=== TASK STATEMENT ===
Every line below is to be copied exactly, with the pictures left out.

=== SUPPLIED MATERIAL ===

▬▬▬▬▬▬

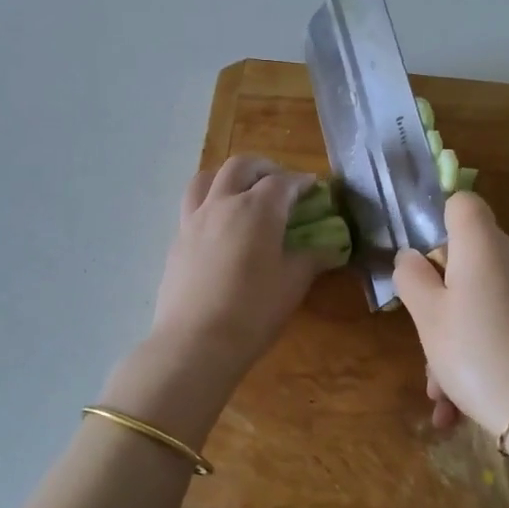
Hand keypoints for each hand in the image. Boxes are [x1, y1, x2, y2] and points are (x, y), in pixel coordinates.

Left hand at [150, 156, 341, 384]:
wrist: (195, 341)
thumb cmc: (253, 311)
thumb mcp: (293, 284)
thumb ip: (312, 258)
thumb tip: (331, 248)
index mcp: (257, 209)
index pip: (283, 182)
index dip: (301, 182)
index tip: (313, 187)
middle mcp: (223, 203)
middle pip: (241, 166)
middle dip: (264, 168)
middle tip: (279, 182)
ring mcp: (195, 219)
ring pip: (207, 177)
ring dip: (228, 176)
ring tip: (241, 192)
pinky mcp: (177, 239)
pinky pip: (193, 205)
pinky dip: (209, 201)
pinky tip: (219, 225)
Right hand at [394, 192, 508, 435]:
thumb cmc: (474, 352)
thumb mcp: (426, 315)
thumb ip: (411, 277)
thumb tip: (413, 258)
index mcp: (483, 245)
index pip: (462, 202)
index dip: (437, 221)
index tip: (421, 262)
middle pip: (465, 255)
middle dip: (437, 295)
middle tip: (423, 334)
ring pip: (477, 297)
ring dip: (450, 337)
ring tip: (437, 389)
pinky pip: (496, 322)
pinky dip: (474, 351)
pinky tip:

▬▬▬▬▬▬

=== SOLUTION TO THIS PROBLEM ===
Hand keypoints for each hand in the image. Boxes are [x1, y1, x2, y2] and points are (x, y), in pixel coordinates.

Left hand at [150, 156, 341, 384]:
wrist: (195, 341)
thumb cmc: (253, 311)
thumb mcp: (293, 284)
thumb ip: (312, 258)
thumb tip: (331, 248)
index mcp: (257, 209)
index pip: (283, 182)
index dip: (301, 182)
index tip: (313, 187)
middle mcp: (223, 203)
middle pip: (241, 166)
middle dip: (264, 168)
middle tip: (279, 182)
ring mcp: (195, 219)
ring pip: (207, 177)
ring dip: (228, 176)
ring tip: (241, 192)
pinky mcp: (177, 239)
pinky pip: (193, 205)
pinky dip: (209, 201)
pinky tip: (219, 225)
Right hand at [394, 192, 508, 435]:
thumb cmc: (474, 352)
thumb mcp: (426, 315)
thumb ip: (411, 277)
thumb tip: (413, 258)
index mcp: (483, 245)
index pip: (462, 202)
index dip: (437, 221)
index tip: (421, 262)
middle pip: (465, 255)
middle dip: (437, 295)
middle tip: (423, 334)
ring pip: (477, 297)
ring dip: (450, 337)
ring tip: (437, 389)
pinky pip: (496, 322)
pinky dip: (474, 351)
pinky tip:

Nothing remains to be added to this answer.